Any advice for seniors?

I’d tell seniors to be selfish. Take the time to do things for yourself, and take advantage of all the things Goucher, Towson, and Baltimore have to offer. Your work will get done (you’ve gotten it done every year up to now!) and it’s important to realize that things might get harder and busier after college, so use this time to put yourself first and enjoy these last few months with your wonderful Goucher friends and the amazing and supportive Goucher staff and faculty.

What do you know now that you wish you had known as a first-year or before graduating in general?

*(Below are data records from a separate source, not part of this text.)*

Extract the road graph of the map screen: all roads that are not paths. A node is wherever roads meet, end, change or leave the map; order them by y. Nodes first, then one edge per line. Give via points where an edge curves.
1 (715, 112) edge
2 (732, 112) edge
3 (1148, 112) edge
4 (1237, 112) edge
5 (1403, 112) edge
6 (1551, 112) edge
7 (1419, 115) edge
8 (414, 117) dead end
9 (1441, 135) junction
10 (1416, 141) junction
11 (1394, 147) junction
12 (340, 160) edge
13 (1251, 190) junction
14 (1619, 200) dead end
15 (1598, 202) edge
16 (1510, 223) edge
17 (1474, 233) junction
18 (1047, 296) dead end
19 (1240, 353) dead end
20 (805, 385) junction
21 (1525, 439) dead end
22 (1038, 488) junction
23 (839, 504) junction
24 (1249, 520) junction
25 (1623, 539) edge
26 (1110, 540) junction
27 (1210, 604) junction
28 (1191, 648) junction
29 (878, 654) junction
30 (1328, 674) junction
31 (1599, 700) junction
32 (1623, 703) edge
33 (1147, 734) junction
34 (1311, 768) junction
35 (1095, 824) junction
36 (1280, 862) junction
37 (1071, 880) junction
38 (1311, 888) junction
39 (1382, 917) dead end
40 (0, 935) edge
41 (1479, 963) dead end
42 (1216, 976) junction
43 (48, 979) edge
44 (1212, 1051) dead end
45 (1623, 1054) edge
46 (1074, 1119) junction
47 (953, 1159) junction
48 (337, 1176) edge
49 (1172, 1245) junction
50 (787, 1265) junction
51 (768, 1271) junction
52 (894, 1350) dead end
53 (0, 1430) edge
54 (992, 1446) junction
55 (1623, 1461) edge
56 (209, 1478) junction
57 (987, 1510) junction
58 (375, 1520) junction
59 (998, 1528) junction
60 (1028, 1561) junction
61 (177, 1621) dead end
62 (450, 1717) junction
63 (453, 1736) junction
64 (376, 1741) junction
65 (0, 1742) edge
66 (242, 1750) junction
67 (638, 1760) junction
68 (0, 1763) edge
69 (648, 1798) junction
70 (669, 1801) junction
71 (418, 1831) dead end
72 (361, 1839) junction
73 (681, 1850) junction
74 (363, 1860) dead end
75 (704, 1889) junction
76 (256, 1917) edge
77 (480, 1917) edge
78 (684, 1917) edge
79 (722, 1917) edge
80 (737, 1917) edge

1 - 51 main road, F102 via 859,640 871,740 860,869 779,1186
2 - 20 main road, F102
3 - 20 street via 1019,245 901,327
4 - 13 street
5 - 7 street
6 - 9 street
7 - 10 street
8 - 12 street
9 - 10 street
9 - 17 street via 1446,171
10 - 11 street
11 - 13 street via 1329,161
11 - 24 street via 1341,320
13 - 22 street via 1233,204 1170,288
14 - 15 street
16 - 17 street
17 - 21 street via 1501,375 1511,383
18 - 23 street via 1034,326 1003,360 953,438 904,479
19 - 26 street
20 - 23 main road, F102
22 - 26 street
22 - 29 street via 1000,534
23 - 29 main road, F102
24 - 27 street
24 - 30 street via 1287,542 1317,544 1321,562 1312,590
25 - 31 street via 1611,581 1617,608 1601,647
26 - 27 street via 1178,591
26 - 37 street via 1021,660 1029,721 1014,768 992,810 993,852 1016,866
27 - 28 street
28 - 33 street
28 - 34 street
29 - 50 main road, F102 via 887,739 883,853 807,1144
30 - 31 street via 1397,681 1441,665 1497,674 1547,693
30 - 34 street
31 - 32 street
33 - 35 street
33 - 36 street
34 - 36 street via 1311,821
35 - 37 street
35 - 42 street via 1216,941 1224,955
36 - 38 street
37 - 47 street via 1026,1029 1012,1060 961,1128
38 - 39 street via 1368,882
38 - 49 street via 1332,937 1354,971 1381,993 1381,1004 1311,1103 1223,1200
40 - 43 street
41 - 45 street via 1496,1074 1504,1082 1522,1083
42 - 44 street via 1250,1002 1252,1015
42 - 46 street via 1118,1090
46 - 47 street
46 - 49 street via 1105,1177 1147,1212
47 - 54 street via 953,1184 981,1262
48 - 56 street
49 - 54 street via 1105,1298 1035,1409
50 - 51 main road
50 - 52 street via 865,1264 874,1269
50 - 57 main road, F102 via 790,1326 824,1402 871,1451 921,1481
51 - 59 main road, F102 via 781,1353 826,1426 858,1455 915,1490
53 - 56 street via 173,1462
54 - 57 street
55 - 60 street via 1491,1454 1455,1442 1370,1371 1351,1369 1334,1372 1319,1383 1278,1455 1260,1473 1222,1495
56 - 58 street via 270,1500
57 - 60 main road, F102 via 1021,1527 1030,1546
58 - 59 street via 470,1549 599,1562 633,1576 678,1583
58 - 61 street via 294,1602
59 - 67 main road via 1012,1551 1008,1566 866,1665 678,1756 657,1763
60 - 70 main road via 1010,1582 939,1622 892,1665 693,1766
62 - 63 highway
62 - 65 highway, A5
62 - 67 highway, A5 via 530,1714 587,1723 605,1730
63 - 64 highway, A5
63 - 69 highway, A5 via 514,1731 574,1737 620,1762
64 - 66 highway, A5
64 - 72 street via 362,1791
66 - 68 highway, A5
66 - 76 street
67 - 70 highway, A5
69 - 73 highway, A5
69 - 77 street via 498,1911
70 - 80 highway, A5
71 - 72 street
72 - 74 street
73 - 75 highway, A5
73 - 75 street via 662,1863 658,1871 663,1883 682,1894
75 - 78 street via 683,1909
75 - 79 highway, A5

As a retired college athlete, I wish I could go back and tell my younger self that my academic performance, extracurriculars, and who I am as a person defines me more than my identity as an athlete. I will always be hardworking, dedicated, kind, and occasionally frazzled, but I realized that it’s tough to try and keep up the identity of an athlete when more important aspirations and desires became apparent in my life in and out of college.

What part of your Goucher experience has had the most influence on your first year out?

I think my study abroad experience has been the most influential. You learn so much about yourself when you spend six months away from what’s familiar to you. Before I studied abroad, I was not entirely sure what I wanted to do after graduating from Goucher. While studying at St. Andrews in Scotland, however, I slowly realized my desire to teach, the only aspiration I could think of that would allow me to keep working with literature and help young people reach their full potential. My semester abroad also inspired me to apply for jobs abroad. I’m hoping to teach abroad after graduating and I have Goucher’s awesome study abroad requirement to thank for that!